Persistent avoidance of stimuli associated with the trauma and numbing of general responsiveness (not present before the trauma), as indicated by three (or more) of the following:
*Efforts to avoid thoughts, feelings, or conversations associated with the trauma.
*Efforts to avoid activities, places, or people that arouse recollections of the trauma
*Inability to recall an important aspect of the trauma
*Markedly diminished interest or participation in significant activities
*Feeling of detachment or estrangement from others
*Restricted range of affect (e.g., unable to have loving feelings)
*Sense of a foreshortened future (e.g., does not expect to have a career, marriage, children, or a normal life span)
Persistent symptoms of increased arousal (not present before the trauma), as indicated by two (or more) of the following:
Difficulty falling or staying asleep; Irritability or outbursts of anger; Difficulty concentrating; Hypervigilance; Exaggerated startle response
Duration of the disturbance (symptoms in Criteria B, C, and D) is more than 1 month.
The disturbance causes clinically significant distress or impairment in social, occupational, or other important areas of functioning.
from APA. DIAGNOSTIC AND STATISTICAL MANUAL OF MENTAL DISORDERS, 4th ed. 1994. Washington, DC: American Psychiatric Association (APA).
IMMEDIATE ONSET: Better response to treatment; Better prognosis (i.e., less severe symptoms); Fewer associated symptoms or complications; Symptoms are resolved within 6 months.
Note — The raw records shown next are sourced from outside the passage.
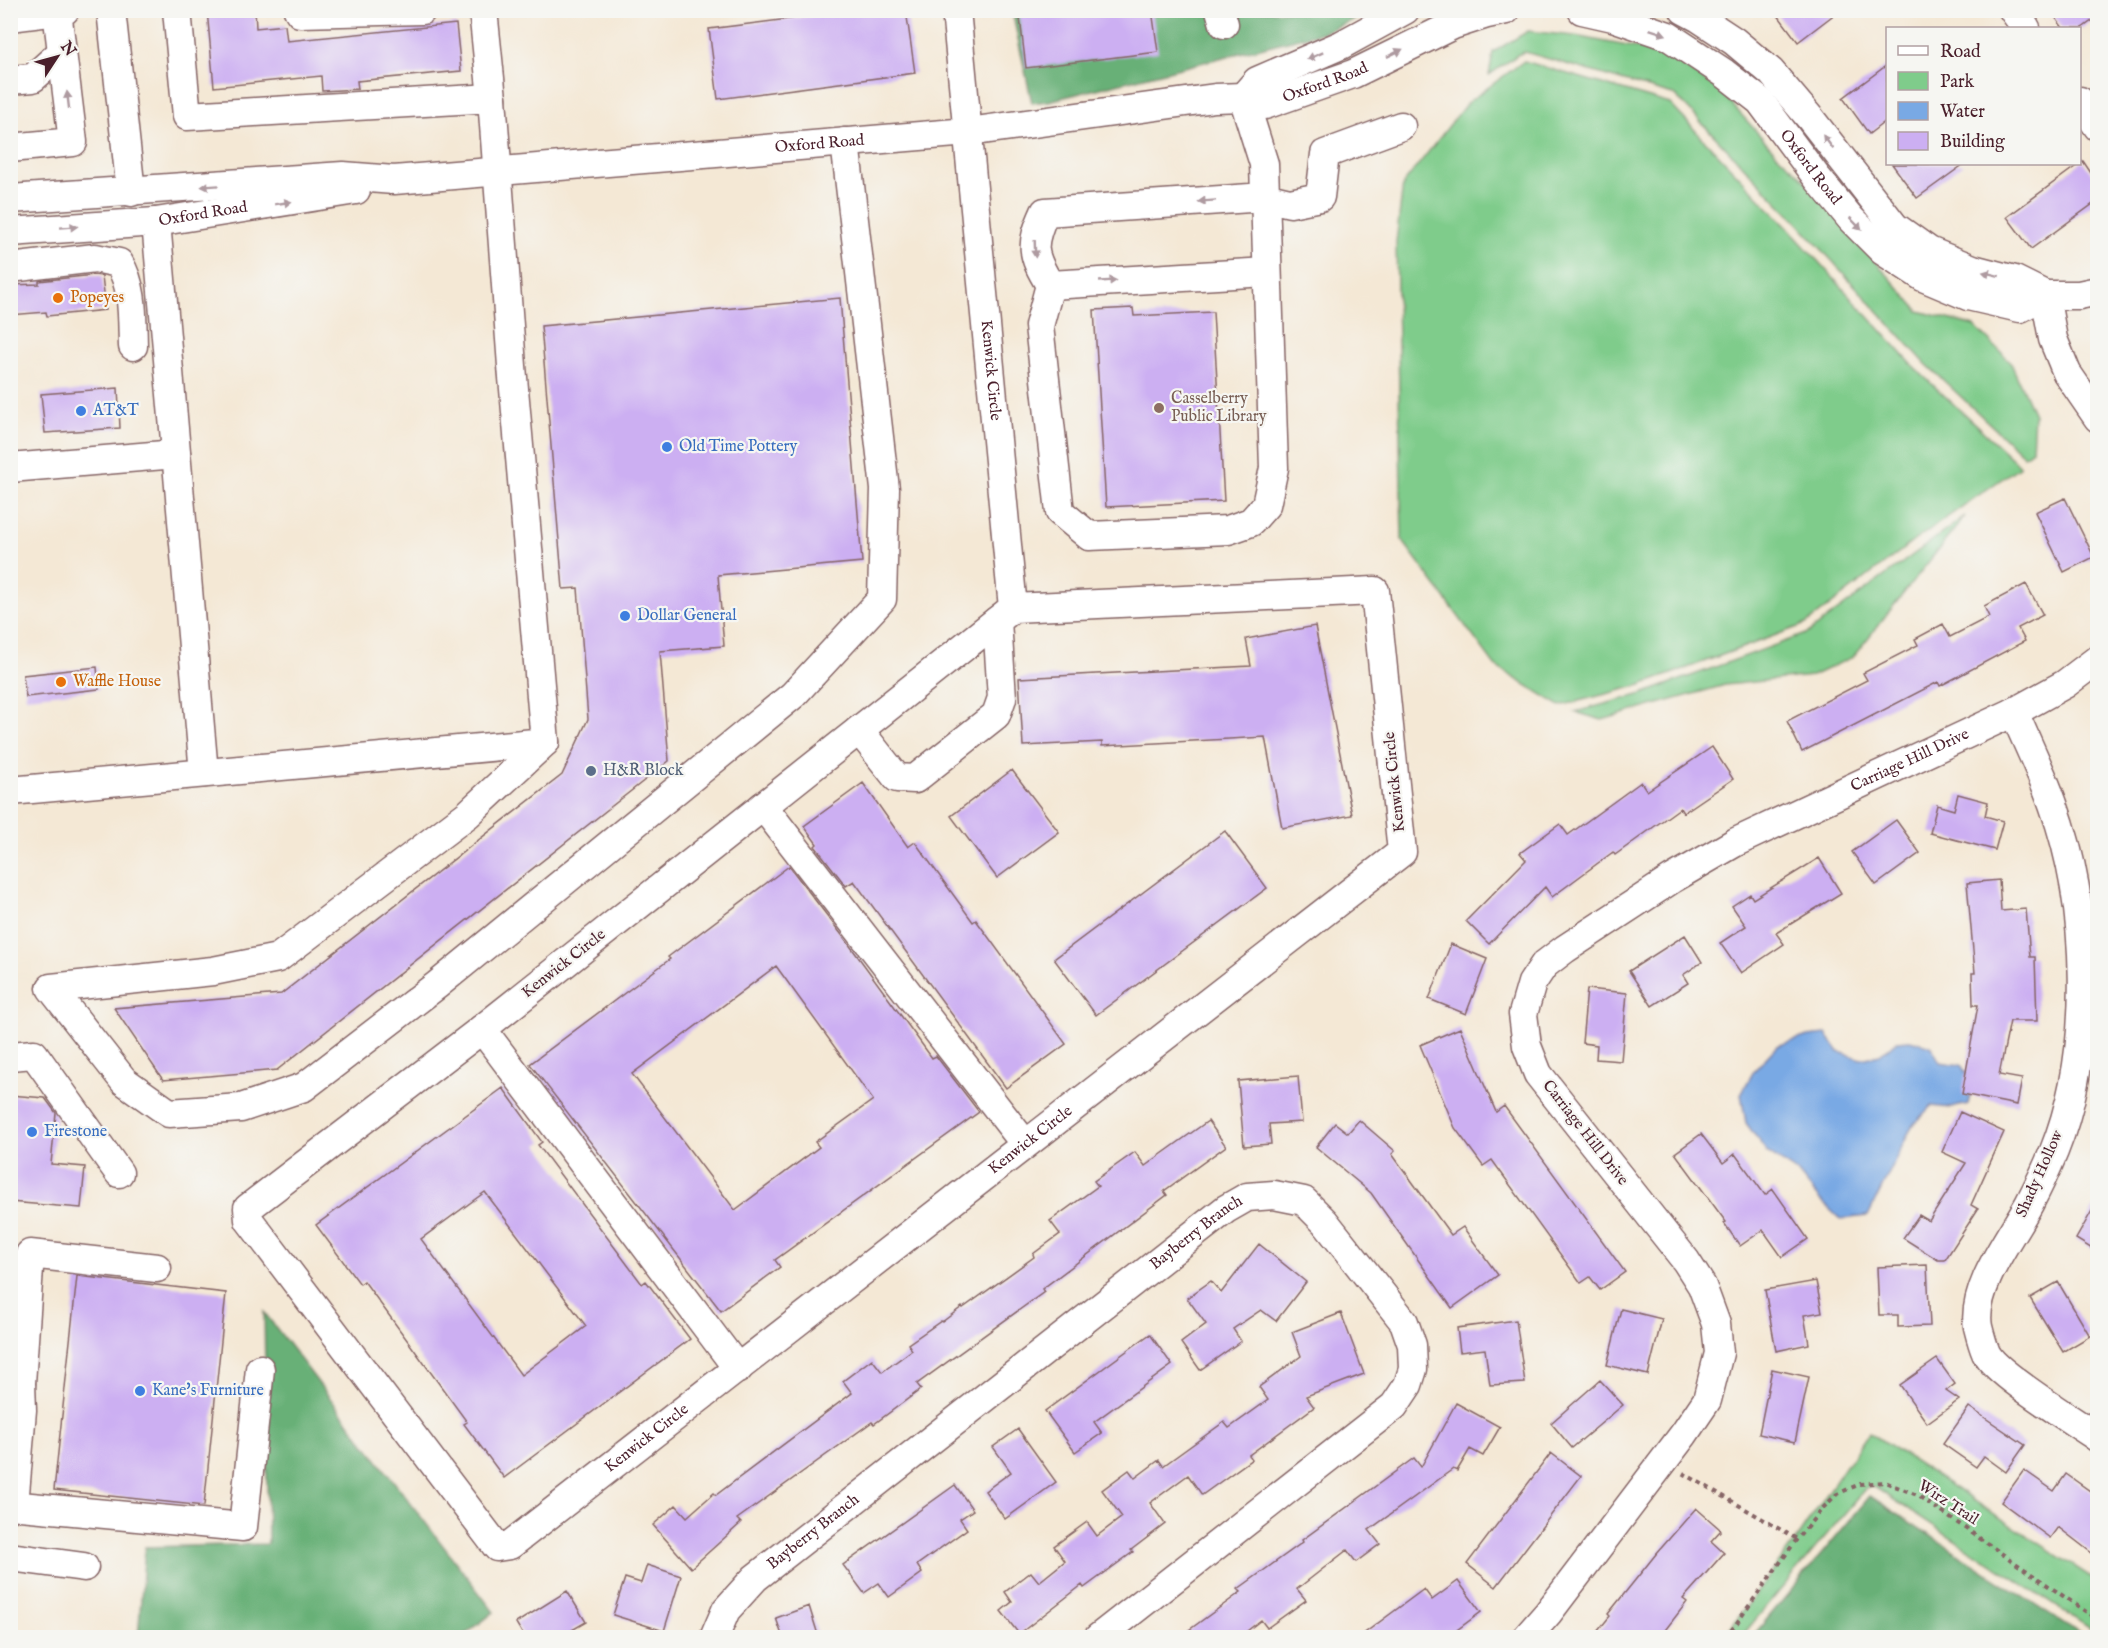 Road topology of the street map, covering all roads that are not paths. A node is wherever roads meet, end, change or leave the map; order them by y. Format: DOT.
graph roads {
  1 [pos="111,10"];
  2 [pos="177,10"];
  3 [pos="298,10"];
  4 [pos="422,10"];
  5 [pos="483,10"];
  6 [pos="1405,10"];
  7 [pos="1506,10"];
  8 [pos="1582,10"];
  9 [pos="1684,10"];
  10 [pos="2013,10"];
  11 [pos="61,11"];
  12 [pos="956,12"];
  13 [pos="10,17"];
  14 [pos="2025,27"];
  15 [pos="59,58"];
  16 [pos="10,63"];
  17 [pos="10,80"];
  18 [pos="1243,97"];
  19 [pos="492,98"];
  20 [pos="2081,105"];
  21 [pos="1401,126"];
  22 [pos="2097,127"];
  23 [pos="968,132"];
  24 [pos="845,142"];
  25 [pos="10,148"];
  26 [pos="496,172"];
  27 [pos="394,180"];
  28 [pos="131,192"];
  29 [pos="1265,197"];
  30 [pos="10,199"];
  31 [pos="156,222"];
  32 [pos="10,232"];
  33 [pos="10,268"];
  34 [pos="1267,272"];
  35 [pos="1050,285"];
  36 [pos="2097,291"];
  37 [pos="2045,296"];
  38 [pos="133,346"];
  39 [pos="2097,418"];
  40 [pos="176,454"];
  41 [pos="10,468"];
  42 [pos="1005,614"];
  43 [pos="2097,659"];
  44 [pos="2014,712"];
  45 [pos="859,730"];
  46 [pos="544,742"];
  47 [pos="204,773"];
  48 [pos="10,791"];
  49 [pos="763,806"];
  50 [pos="2090,1019"];
  51 [pos="482,1029"];
  52 [pos="10,1056"];
  53 [pos="1025,1144"];
  54 [pos="119,1173"];
  55 [pos="20,1253"];
  56 [pos="157,1268"];
  57 [pos="260,1369"];
  58 [pos="738,1369"];
  59 [pos="16,1382"];
  60 [pos="2097,1438"];
  61 [pos="12,1505"];
  62 [pos="10,1557"];
  63 [pos="84,1567"];
  64 [pos="714,1638"];
  65 [pos="1098,1638"];
  66 [pos="1526,1638"];
  1 -- 28 [label="street"];
  2 -- 19 [label="street"];
  3 -- 4 [label="street"];
  5 -- 19 [label="street"];
  6 -- 18 [label="street, Oxford Road, one-way"];
  18 -- 7 [label="street, Oxford Road, one-way"];
  8 -- 37 [label="street, Oxford Road, one-way"];
  37 -- 9 [label="street, Oxford Road, one-way"];
  10 -- 14 [label="street"];
  11 -- 13 [label="street"];
  11 -- 15 [label="street"];
  12 -- 23 [label="street, Kenwick Circle"];
  15 -- 16 [label="street"];
  15 -- 17 [label="street"];
  25 -- 15 [label="street, one-way"];
  18 -- 23 [label="street, Oxford Road"];
  18 -- 29 [label="street"];
  19 -- 26 [label="street"];
  20 -- 22 [label="street"];
  21 -- 29 [label="street"];
  23 -- 24 [label="street, Oxford Road"];
  23 -- 42 [label="street, Kenwick Circle"];
  24 -- 26 [label="street, Oxford Road"];
  24 -- 46 [label="street"];
  26 -- 27 [label="street, Oxford Road"];
  26 -- 46 [label="street"];
  27 -- 28 [label="street, Oxford Road, one-way"];
  31 -- 27 [label="street, Oxford Road, one-way"];
  28 -- 30 [label="street, Oxford Road"];
  29 -- 34 [label="street"];
  29 -- 35 [label="street, one-way"];
  32 -- 31 [label="street, Oxford Road, one-way"];
  31 -- 40 [label="street"];
  33 -- 38 [label="street"];
  35 -- 34 [label="street, one-way"];
  34 -- 35 [label="street"];
  36 -- 37 [label="street, Oxford Road"];
  37 -- 39 [label="street"];
  40 -- 41 [label="street"];
  40 -- 47 [label="street"];
  42 -- 45 [label="street, Kenwick Circle"];
  42 -- 45 [label="street"];
  42 -- 53 [label="street, Kenwick Circle"];
  43 -- 44 [label="street, Carriage Hill Drive"];
  44 -- 50 [label="street, Shady Hollow"];
  44 -- 66 [label="street, Carriage Hill Drive"];
  45 -- 49 [label="street, Kenwick Circle"];
  46 -- 47 [label="street"];
  47 -- 48 [label="street"];
  49 -- 51 [label="street, Kenwick Circle"];
  49 -- 53 [label="street"];
  50 -- 60 [label="street, Shady Hollow"];
  51 -- 58 [label="street"];
  51 -- 58 [label="street, Kenwick Circle"];
  52 -- 54 [label="street"];
  53 -- 58 [label="street, Kenwick Circle"];
  55 -- 56 [label="street"];
  55 -- 59 [label="street"];
  57 -- 61 [label="street"];
  59 -- 61 [label="street"];
  62 -- 63 [label="street"];
  64 -- 65 [label="street, Bayberry Branch"];
}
DELAYED ONSET: Associated symptoms and conditions develop; Condition more likely to become chronic; Possible repressed memories; Worse prognosis.
People who experience trauma sometimes repress their memories of the event to avoid the pain of thinking about or remembering them. These so-called repressed memories sometimes resurface during therapy or may be triggered by something in everyday experience that reminds the patient of the traumatic event. Working with repressed memories in therapy is controversial, because many therapists doubt their validity and accuracy. Repressed memories are typically retrieved during hypnosis, which many psychiatrists consider an unreliable tool for memory exploration.